Probing the Balance of AGN and Star-forming Activity in the Local Universe with ChaMP (original) (raw)

2009, The Astrophysical …

The combination of the SDSS and the Chandra Multiwavelength Project (ChaMP) currently offers the largest and most homogeneously selected sample of nearby galaxies for investigating the relation between X-ray nuclear emission, nebular line-emission, black hole masses, and properties of the associated stellar populations. We provide X-ray spectral fits and valid uncertainties for all the galaxies with counts ranging from 2 to 1325 (mean 76, median 19). We present here novel constraints that both X-ray luminosity L X and X-ray spectral energy distribution bring to the galaxy evolutionary sequence H II → Seyfert/Transition Object → LINER → Passive suggested by optical data.

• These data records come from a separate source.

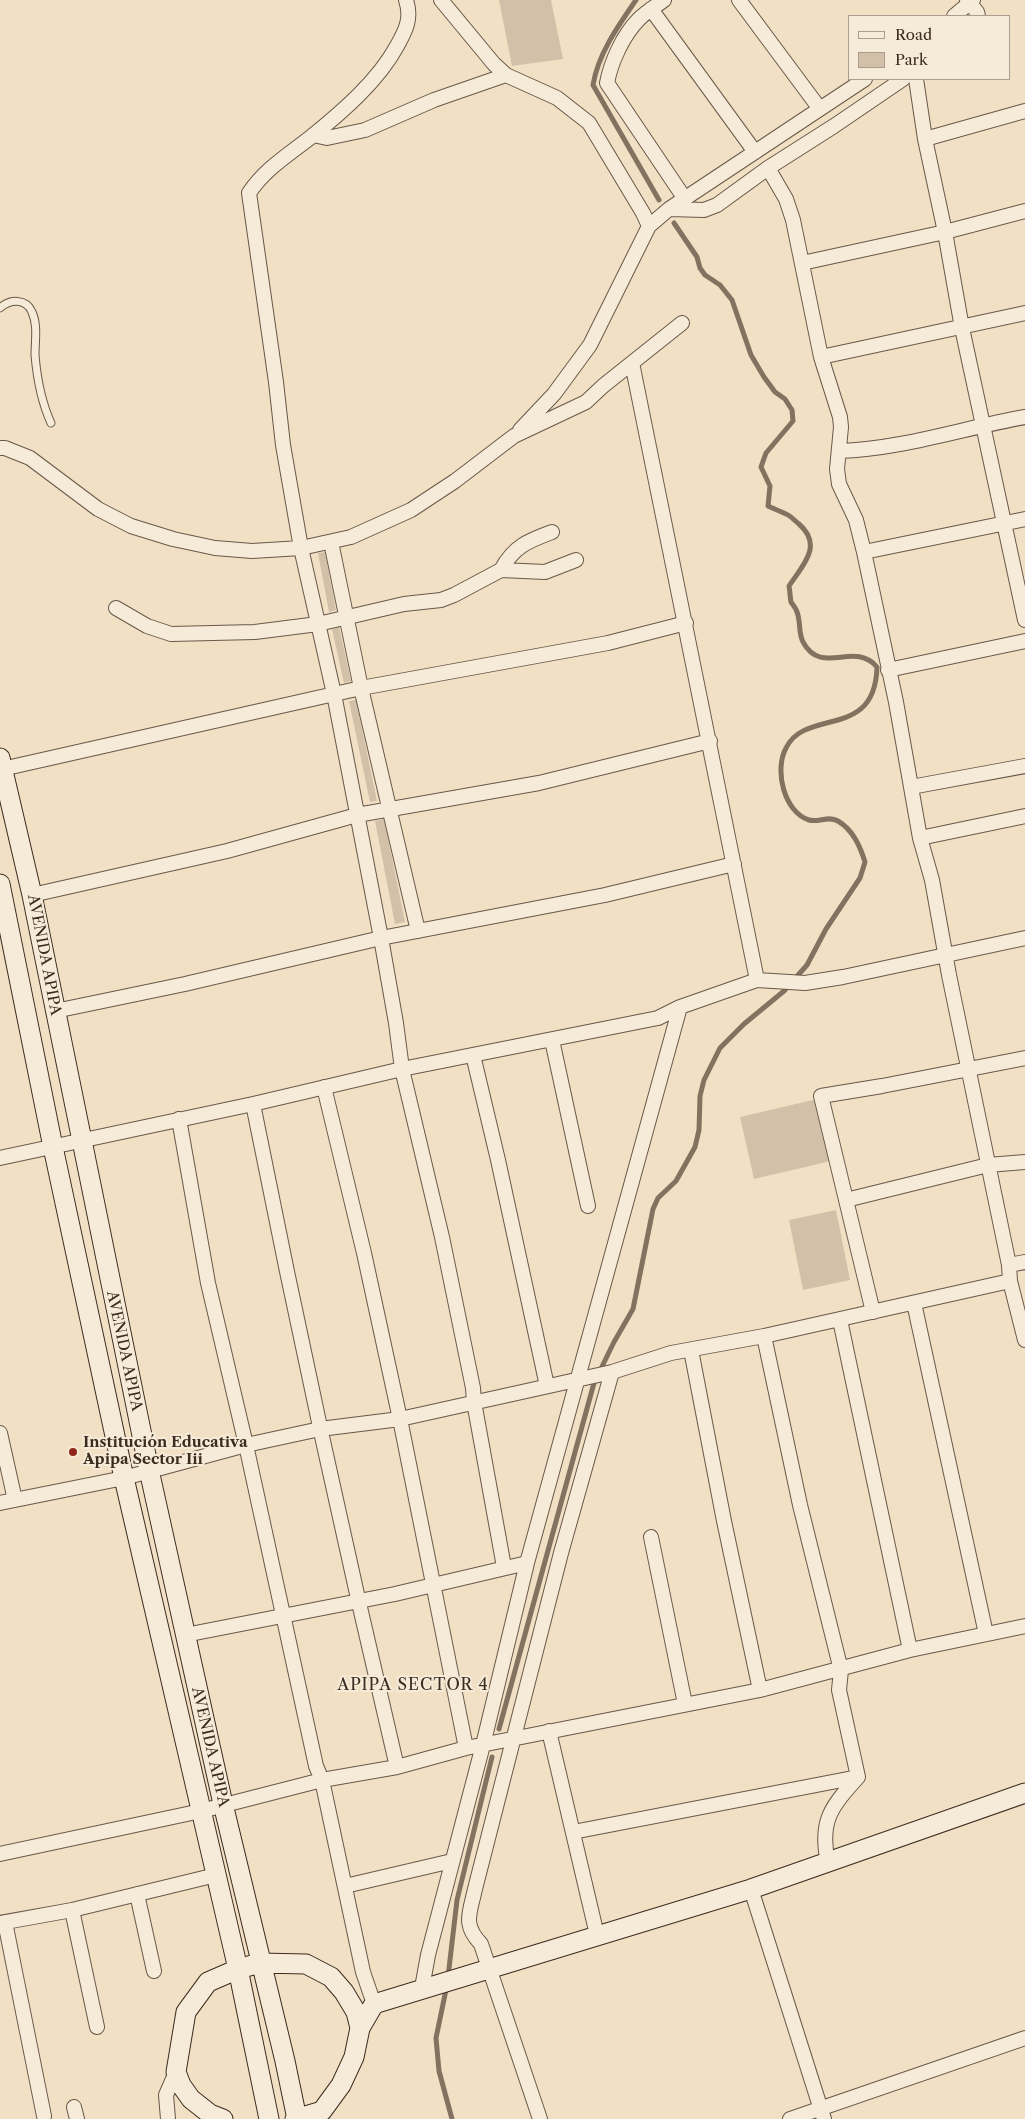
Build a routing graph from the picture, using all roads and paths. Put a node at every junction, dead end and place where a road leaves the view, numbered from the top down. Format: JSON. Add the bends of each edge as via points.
{"nodes":[{"id":1,"x":406,"y":0,"type":"edge"},
{"id":2,"x":441,"y":0,"type":"edge"},
{"id":3,"x":664,"y":0,"type":"edge"},
{"id":4,"x":739,"y":0,"type":"edge"},
{"id":5,"x":970,"y":1,"type":"edge"},
{"id":6,"x":651,"y":9,"type":"junction"},
{"id":7,"x":955,"y":15,"type":"edge"},
{"id":8,"x":978,"y":15,"type":"edge"},
{"id":9,"x":506,"y":75,"type":"junction"},
{"id":10,"x":863,"y":80,"type":"edge"},
{"id":11,"x":902,"y":80,"type":"edge"},
{"id":12,"x":916,"y":80,"type":"edge"},
{"id":13,"x":820,"y":108,"type":"junction"},
{"id":14,"x":1025,"y":111,"type":"edge"},
{"id":15,"x":313,"y":135,"type":"junction"},
{"id":16,"x":925,"y":138,"type":"junction"},
{"id":17,"x":755,"y":152,"type":"junction"},
{"id":18,"x":768,"y":168,"type":"junction"},
{"id":19,"x":685,"y":199,"type":"junction"},
{"id":20,"x":669,"y":209,"type":"junction"},
{"id":21,"x":1025,"y":211,"type":"edge"},
{"id":22,"x":649,"y":226,"type":"junction"},
{"id":23,"x":945,"y":232,"type":"junction"},
{"id":24,"x":802,"y":263,"type":"junction"},
{"id":25,"x":0,"y":308,"type":"edge"},
{"id":26,"x":1025,"y":313,"type":"edge"},
{"id":27,"x":682,"y":323,"type":"dead end"},
{"id":28,"x":962,"y":328,"type":"junction"},
{"id":29,"x":821,"y":357,"type":"junction"},
{"id":30,"x":632,"y":363,"type":"junction"},
{"id":31,"x":1025,"y":417,"type":"edge"},
{"id":32,"x":51,"y":423,"type":"dead end"},
{"id":33,"x":982,"y":425,"type":"junction"},
{"id":34,"x":514,"y":436,"type":"junction"},
{"id":35,"x":0,"y":448,"type":"edge"},
{"id":36,"x":839,"y":451,"type":"junction"},
{"id":37,"x":1025,"y":519,"type":"edge"},
{"id":38,"x":1004,"y":522,"type":"junction"},
{"id":39,"x":552,"y":532,"type":"dead end"},
{"id":40,"x":331,"y":542,"type":"junction"},
{"id":41,"x":301,"y":548,"type":"junction"},
{"id":42,"x":864,"y":552,"type":"junction"},
{"id":43,"x":576,"y":560,"type":"dead end"},
{"id":44,"x":501,"y":570,"type":"junction"},
{"id":45,"x":116,"y":608,"type":"dead end"},
{"id":46,"x":347,"y":617,"type":"junction"},
{"id":47,"x":1025,"y":620,"type":"edge"},
{"id":48,"x":686,"y":623,"type":"junction"},
{"id":49,"x":318,"y":624,"type":"junction"},
{"id":50,"x":1025,"y":641,"type":"edge"},
{"id":51,"x":888,"y":670,"type":"junction"},
{"id":52,"x":361,"y":688,"type":"junction"},
{"id":53,"x":334,"y":694,"type":"junction"},
{"id":54,"x":710,"y":741,"type":"junction"},
{"id":55,"x":1,"y":763,"type":"edge"},
{"id":56,"x":1025,"y":766,"type":"edge"},
{"id":57,"x":911,"y":787,"type":"junction"},
{"id":58,"x":391,"y":808,"type":"junction"},
{"id":59,"x":357,"y":815,"type":"junction"},
{"id":60,"x":1025,"y":816,"type":"edge"},
{"id":61,"x":920,"y":838,"type":"junction"},
{"id":62,"x":734,"y":864,"type":"junction"},
{"id":63,"x":0,"y":884,"type":"edge"},
{"id":64,"x":32,"y":895,"type":"junction"},
{"id":65,"x":418,"y":931,"type":"junction"},
{"id":66,"x":382,"y":938,"type":"junction"},
{"id":67,"x":1025,"y":938,"type":"edge"},
{"id":68,"x":947,"y":954,"type":"junction"},
{"id":69,"x":757,"y":980,"type":"junction"},
{"id":70,"x":680,"y":1007,"type":"junction"},
{"id":71,"x":55,"y":1010,"type":"junction"},
{"id":72,"x":552,"y":1040,"type":"junction"},
{"id":73,"x":473,"y":1055,"type":"junction"},
{"id":74,"x":1025,"y":1058,"type":"edge"},
{"id":75,"x":969,"y":1068,"type":"junction"},
{"id":76,"x":402,"y":1069,"type":"junction"},
{"id":77,"x":324,"y":1087,"type":"junction"},
{"id":78,"x":253,"y":1104,"type":"junction"},
{"id":79,"x":179,"y":1119,"type":"junction"},
{"id":80,"x":81,"y":1140,"type":"junction"},
{"id":81,"x":53,"y":1147,"type":"junction"},
{"id":82,"x":0,"y":1158,"type":"edge"},
{"id":83,"x":1025,"y":1162,"type":"edge"},
{"id":84,"x":988,"y":1166,"type":"junction"},
{"id":85,"x":846,"y":1200,"type":"junction"},
{"id":86,"x":588,"y":1206,"type":"dead end"},
{"id":87,"x":1025,"y":1262,"type":"edge"},
{"id":88,"x":1009,"y":1265,"type":"junction"},
{"id":89,"x":1010,"y":1281,"type":"junction"},
{"id":90,"x":914,"y":1303,"type":"junction"},
{"id":91,"x":873,"y":1312,"type":"junction"},
{"id":92,"x":840,"y":1320,"type":"junction"},
{"id":93,"x":764,"y":1336,"type":"junction"},
{"id":94,"x":1025,"y":1340,"type":"edge"},
{"id":95,"x":691,"y":1350,"type":"junction"},
{"id":96,"x":612,"y":1372,"type":"junction"},
{"id":97,"x":576,"y":1379,"type":"junction"},
{"id":98,"x":547,"y":1386,"type":"junction"},
{"id":99,"x":474,"y":1402,"type":"junction"},
{"id":100,"x":400,"y":1419,"type":"junction"},
{"id":101,"x":320,"y":1428,"type":"junction"},
{"id":102,"x":0,"y":1434,"type":"edge"},
{"id":103,"x":246,"y":1444,"type":"junction"},
{"id":104,"x":149,"y":1470,"type":"junction"},
{"id":105,"x":124,"y":1478,"type":"junction"},
{"id":106,"x":15,"y":1500,"type":"junction"},
{"id":107,"x":0,"y":1503,"type":"edge"},
{"id":108,"x":651,"y":1537,"type":"dead end"},
{"id":109,"x":527,"y":1563,"type":"junction"},
{"id":110,"x":504,"y":1567,"type":"junction"},
{"id":111,"x":433,"y":1584,"type":"junction"},
{"id":112,"x":357,"y":1600,"type":"junction"},
{"id":113,"x":282,"y":1615,"type":"junction"},
{"id":114,"x":1025,"y":1626,"type":"edge"},
{"id":115,"x":986,"y":1634,"type":"junction"},
{"id":116,"x":185,"y":1635,"type":"junction"},
{"id":117,"x":910,"y":1650,"type":"junction"},
{"id":118,"x":840,"y":1670,"type":"junction"},
{"id":119,"x":760,"y":1690,"type":"junction"},
{"id":120,"x":685,"y":1704,"type":"junction"},
{"id":121,"x":549,"y":1731,"type":"junction"},
{"id":122,"x":514,"y":1739,"type":"junction"},
{"id":123,"x":483,"y":1745,"type":"junction"},
{"id":124,"x":466,"y":1748,"type":"junction"},
{"id":125,"x":397,"y":1767,"type":"junction"},
{"id":126,"x":858,"y":1776,"type":"junction"},
{"id":127,"x":322,"y":1780,"type":"junction"},
{"id":128,"x":1025,"y":1792,"type":"edge"},
{"id":129,"x":223,"y":1804,"type":"junction"},
{"id":130,"x":201,"y":1811,"type":"junction"},
{"id":131,"x":573,"y":1832,"type":"junction"},
{"id":132,"x":0,"y":1854,"type":"edge"},
{"id":133,"x":452,"y":1861,"type":"junction"},
{"id":134,"x":828,"y":1863,"type":"junction"},
{"id":135,"x":216,"y":1875,"type":"junction"},
{"id":136,"x":345,"y":1886,"type":"junction"},
{"id":137,"x":751,"y":1890,"type":"junction"},
{"id":138,"x":137,"y":1894,"type":"junction"},
{"id":139,"x":72,"y":1910,"type":"junction"},
{"id":140,"x":3,"y":1923,"type":"edge"},
{"id":141,"x":597,"y":1935,"type":"junction"},
{"id":142,"x":260,"y":1963,"type":"junction"},
{"id":143,"x":238,"y":1969,"type":"junction"},
{"id":144,"x":489,"y":1969,"type":"junction"},
{"id":145,"x":154,"y":1971,"type":"dead end"},
{"id":146,"x":422,"y":1988,"type":"junction"},
{"id":147,"x":374,"y":2004,"type":"junction"},
{"id":148,"x":98,"y":2027,"type":"dead end"},
{"id":149,"x":360,"y":2028,"type":"junction"},
{"id":150,"x":1025,"y":2038,"type":"edge"},
{"id":151,"x":176,"y":2072,"type":"junction"},
{"id":152,"x":822,"y":2114,"type":"edge"},
{"id":153,"x":44,"y":2116,"type":"dead end"},
{"id":154,"x":168,"y":2119,"type":"edge"},
{"id":155,"x":223,"y":2119,"type":"edge"},
{"id":156,"x":269,"y":2119,"type":"edge"},
{"id":157,"x":296,"y":2119,"type":"edge"},
{"id":158,"x":540,"y":2119,"type":"edge"},
{"id":159,"x":790,"y":2119,"type":"edge"}],
"edges":[{"from":1,"to":15,"type":"street","via":[[410,16],[386,66]]},
{"from":2,"to":9,"type":"street"},
{"from":3,"to":6,"type":"street"},
{"from":4,"to":13,"type":"street"},
{"from":5,"to":7,"type":"street"},
{"from":5,"to":8,"type":"street"},
{"from":6,"to":17,"type":"street"},
{"from":6,"to":19,"type":"street","via":[[638,20],[622,43],[607,83]]},
{"from":9,"to":15,"type":"street","via":[[434,100],[365,130],[327,138]]},
{"from":9,"to":22,"type":"street","via":[[557,98],[589,123]]},
{"from":10,"to":13,"type":"street"},
{"from":11,"to":18,"type":"street"},
{"from":12,"to":16,"type":"street"},
{"from":13,"to":17,"type":"street"},
{"from":14,"to":16,"type":"street"},
{"from":15,"to":41,"type":"street","via":[[271,166],[248,193]]},
{"from":16,"to":23,"type":"street"},
{"from":17,"to":19,"type":"street"},
{"from":18,"to":20,"type":"street","via":[[717,205],[704,210]]},
{"from":18,"to":24,"type":"street","via":[[786,199]]},
{"from":19,"to":20,"type":"street"},
{"from":20,"to":22,"type":"street"},
{"from":21,"to":23,"type":"street"},
{"from":22,"to":34,"type":"street","via":[[590,345],[554,394]]},
{"from":23,"to":24,"type":"street"},
{"from":23,"to":28,"type":"street"},
{"from":24,"to":29,"type":"street"},
{"from":25,"to":32,"type":"lane","via":[[15,300],[24,302],[31,310],[35,322],[35,356],[42,402]]},
{"from":26,"to":28,"type":"street"},
{"from":27,"to":30,"type":"street"},
{"from":28,"to":29,"type":"street"},
{"from":28,"to":33,"type":"street"},
{"from":29,"to":36,"type":"street","via":[[840,417]]},
{"from":30,"to":34,"type":"street","via":[[586,402]]},
{"from":30,"to":48,"type":"street"},
{"from":31,"to":33,"type":"street"},
{"from":33,"to":36,"type":"street","via":[[921,440]]},
{"from":33,"to":38,"type":"street"},
{"from":34,"to":40,"type":"street","via":[[411,510],[351,537]]},
{"from":35,"to":41,"type":"street","via":[[30,458],[98,508],[131,526],[215,548],[252,551]]},
{"from":36,"to":42,"type":"street","via":[[839,484],[856,520]]},
{"from":37,"to":38,"type":"street"},
{"from":38,"to":42,"type":"street"},
{"from":38,"to":47,"type":"street"},
{"from":39,"to":44,"type":"street","via":[[529,540],[516,549]]},
{"from":40,"to":41,"type":"street"},
{"from":40,"to":46,"type":"street"},
{"from":41,"to":49,"type":"street"},
{"from":42,"to":51,"type":"street"},
{"from":43,"to":44,"type":"street","via":[[545,572]]},
{"from":44,"to":46,"type":"street","via":[[441,600],[404,604]]},
{"from":45,"to":49,"type":"street","via":[[147,626],[171,634],[255,632]]},
{"from":46,"to":49,"type":"street"},
{"from":46,"to":52,"type":"street"},
{"from":48,"to":52,"type":"street","via":[[608,643]]},
{"from":48,"to":54,"type":"street"},
{"from":49,"to":53,"type":"street"},
{"from":50,"to":51,"type":"street"},
{"from":51,"to":57,"type":"street"},
{"from":52,"to":53,"type":"street"},
{"from":52,"to":58,"type":"street"},
{"from":53,"to":55,"type":"street"},
{"from":53,"to":59,"type":"street"},
{"from":54,"to":58,"type":"street","via":[[539,783]]},
{"from":54,"to":62,"type":"street"},
{"from":55,"to":64,"type":"street","name":"AVENIDA APIPA"},
{"from":56,"to":57,"type":"street"},
{"from":57,"to":61,"type":"street"},
{"from":58,"to":59,"type":"street"},
{"from":58,"to":65,"type":"street"},
{"from":59,"to":64,"type":"street","via":[[227,851]]},
{"from":59,"to":66,"type":"street"},
{"from":60,"to":61,"type":"street"},
{"from":61,"to":68,"type":"street"},
{"from":62,"to":65,"type":"street","via":[[605,895]]},
{"from":62,"to":69,"type":"street"},
{"from":63,"to":81,"type":"street","name":"AVENIDA APIPA"},
{"from":64,"to":71,"type":"street","name":"AVENIDA APIPA"},
{"from":65,"to":66,"type":"street"},
{"from":66,"to":71,"type":"street","via":[[185,984]]},
{"from":66,"to":76,"type":"street"},
{"from":67,"to":68,"type":"street"},
{"from":68,"to":69,"type":"street","via":[[805,983]]},
{"from":68,"to":75,"type":"street"},
{"from":69,"to":70,"type":"street"},
{"from":70,"to":72,"type":"street","via":[[658,1018]]},
{"from":70,"to":97,"type":"street"},
{"from":71,"to":80,"type":"street","name":"AVENIDA APIPA"},
{"from":72,"to":73,"type":"street"},
{"from":72,"to":86,"type":"street"},
{"from":73,"to":76,"type":"street"},
{"from":73,"to":98,"type":"street"},
{"from":74,"to":75,"type":"street"},
{"from":75,"to":84,"type":"street"},
{"from":75,"to":85,"type":"street","via":[[821,1096]]},
{"from":76,"to":77,"type":"street"},
{"from":76,"to":99,"type":"street","via":[[442,1238]]},
{"from":77,"to":78,"type":"street"},
{"from":77,"to":100,"type":"street"},
{"from":78,"to":79,"type":"street"},
{"from":78,"to":101,"type":"street"},
{"from":79,"to":80,"type":"street"},
{"from":79,"to":103,"type":"street","via":[[208,1283]]},
{"from":80,"to":81,"type":"street"},
{"from":80,"to":104,"type":"street","name":"AVENIDA APIPA"},
{"from":81,"to":82,"type":"street"},
{"from":81,"to":105,"type":"street","name":"AVENIDA APIPA"},
{"from":83,"to":84,"type":"street"},
{"from":84,"to":85,"type":"street"},
{"from":84,"to":88,"type":"street"},
{"from":85,"to":91,"type":"street"},
{"from":87,"to":88,"type":"street"},
{"from":88,"to":89,"type":"street"},
{"from":89,"to":90,"type":"street"},
{"from":89,"to":94,"type":"street"},
{"from":90,"to":91,"type":"street"},
{"from":90,"to":115,"type":"street"},
{"from":91,"to":92,"type":"street"},
{"from":92,"to":93,"type":"street"},
{"from":92,"to":117,"type":"street"},
{"from":93,"to":95,"type":"street"},
{"from":93,"to":118,"type":"street"},
{"from":95,"to":96,"type":"street","via":[[671,1352]]},
{"from":95,"to":119,"type":"street"},
{"from":96,"to":97,"type":"street"},
{"from":96,"to":122,"type":"street","via":[[561,1553]]},
{"from":97,"to":98,"type":"street"},
{"from":97,"to":109,"type":"street"},
{"from":98,"to":99,"type":"street"},
{"from":99,"to":100,"type":"street"},
{"from":99,"to":110,"type":"street"},
{"from":100,"to":101,"type":"street"},
{"from":100,"to":111,"type":"street"},
{"from":101,"to":103,"type":"street"},
{"from":101,"to":112,"type":"street"},
{"from":102,"to":106,"type":"street"},
{"from":103,"to":104,"type":"street"},
{"from":103,"to":113,"type":"street"},
{"from":104,"to":105,"type":"street"},
{"from":104,"to":116,"type":"street","name":"AVENIDA APIPA"},
{"from":105,"to":106,"type":"street"},
{"from":105,"to":130,"type":"street","name":"AVENIDA APIPA"},
{"from":106,"to":107,"type":"street"},
{"from":108,"to":120,"type":"street"},
{"from":109,"to":110,"type":"street"},
{"from":109,"to":123,"type":"street"},
{"from":110,"to":111,"type":"street"},
{"from":111,"to":112,"type":"street"},
{"from":111,"to":124,"type":"street"},
{"from":112,"to":113,"type":"street"},
{"from":112,"to":125,"type":"street"},
{"from":113,"to":116,"type":"street"},
{"from":113,"to":127,"type":"street","via":[[316,1766]]},
{"from":114,"to":115,"type":"street"},
{"from":115,"to":117,"type":"street"},
{"from":116,"to":129,"type":"street","name":"AVENIDA APIPA"},
{"from":117,"to":118,"type":"street"},
{"from":118,"to":119,"type":"street"},
{"from":118,"to":126,"type":"street","via":[[840,1690]]},
{"from":119,"to":120,"type":"street"},
{"from":120,"to":121,"type":"street"},
{"from":121,"to":122,"type":"street"},
{"from":121,"to":131,"type":"street"},
{"from":122,"to":123,"type":"street"},
{"from":122,"to":144,"type":"street","via":[[468,1925],[481,1944]]},
{"from":123,"to":124,"type":"street"},
{"from":123,"to":133,"type":"street"},
{"from":124,"to":125,"type":"street"},
{"from":125,"to":127,"type":"street"},
{"from":126,"to":131,"type":"street"},
{"from":126,"to":134,"type":"street","via":[[832,1807],[824,1838]]},
{"from":127,"to":129,"type":"street"},
{"from":127,"to":136,"type":"street"},
{"from":128,"to":134,"type":"street"},
{"from":129,"to":130,"type":"street"},
{"from":129,"to":142,"type":"street","name":"AVENIDA APIPA"},
{"from":130,"to":132,"type":"street"},
{"from":130,"to":135,"type":"street","name":"AVENIDA APIPA"},
{"from":131,"to":141,"type":"street"},
{"from":133,"to":136,"type":"street"},
{"from":133,"to":146,"type":"street"},
{"from":134,"to":137,"type":"street"},
{"from":135,"to":138,"type":"street"},
{"from":135,"to":143,"type":"street","name":"AVENIDA APIPA"},
{"from":136,"to":147,"type":"street","via":[[363,1972]]},
{"from":137,"to":141,"type":"street"},
{"from":137,"to":152,"type":"street"},
{"from":138,"to":139,"type":"street"},
{"from":138,"to":145,"type":"street"},
{"from":139,"to":140,"type":"street"},
{"from":139,"to":148,"type":"street"},
{"from":140,"to":153,"type":"street"},
{"from":141,"to":144,"type":"street"},
{"from":142,"to":143,"type":"street"},
{"from":142,"to":149,"type":"street","via":[[306,1964],[331,1977],[356,2012]]},
{"from":142,"to":157,"type":"street","name":"AVENIDA APIPA"},
{"from":143,"to":151,"type":"street","via":[[208,1982],[186,2012]]},
{"from":143,"to":156,"type":"street","name":"AVENIDA APIPA"},
{"from":144,"to":146,"type":"street"},
{"from":144,"to":158,"type":"street"},
{"from":146,"to":147,"type":"street"},
{"from":147,"to":149,"type":"street"},
{"from":149,"to":157,"type":"street","via":[[354,2057],[342,2085],[322,2110]]},
{"from":150,"to":152,"type":"street"},
{"from":151,"to":154,"type":"street","via":[[166,2095]]},
{"from":151,"to":155,"type":"street","via":[[191,2099],[210,2114]]},
{"from":152,"to":159,"type":"street"}]}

In particular, we show that both L X and Γ, the slope of the power-law that best fits the 0.5 -8 keV spectra, are consistent with a clear decline in the accretion power along the sequence, corresponding to a softening of their spectra. This implies that, at z ≈ 0, or at low luminosity AGN levels, there is an anti-correlation between Γ and L/L edd , opposite to the trend exhibited by high z AGN (quasars). The turning point in the Γ − L/L edd LLAGN + quasars relation occurs near Γ ≈ 1.5 and L/L edd ≈ 0.01. Interestingly, this is identical to what stellar mass X-ray binaries exhibit, indicating that we have probably found the first empirical evidence for an intrinsic switch in the accretion mode, from advection-dominated flows to standard (disk/corona) accretion modes in supermassive black hole accretors, similar to what has been seen and proposed to happen in stellar mass black hole systems. The anti-correlation we find between Γ and L/L edd may instead indicate that stronger accretion correlates with greater absorption. Therefore the trend for softer spectra toward more luminous, high redshift, and strongly accreting (L/L edd 0.01) AGN/quasars could simply be the result of strong selection biases reflected in the dearth of type 2 quasar detections.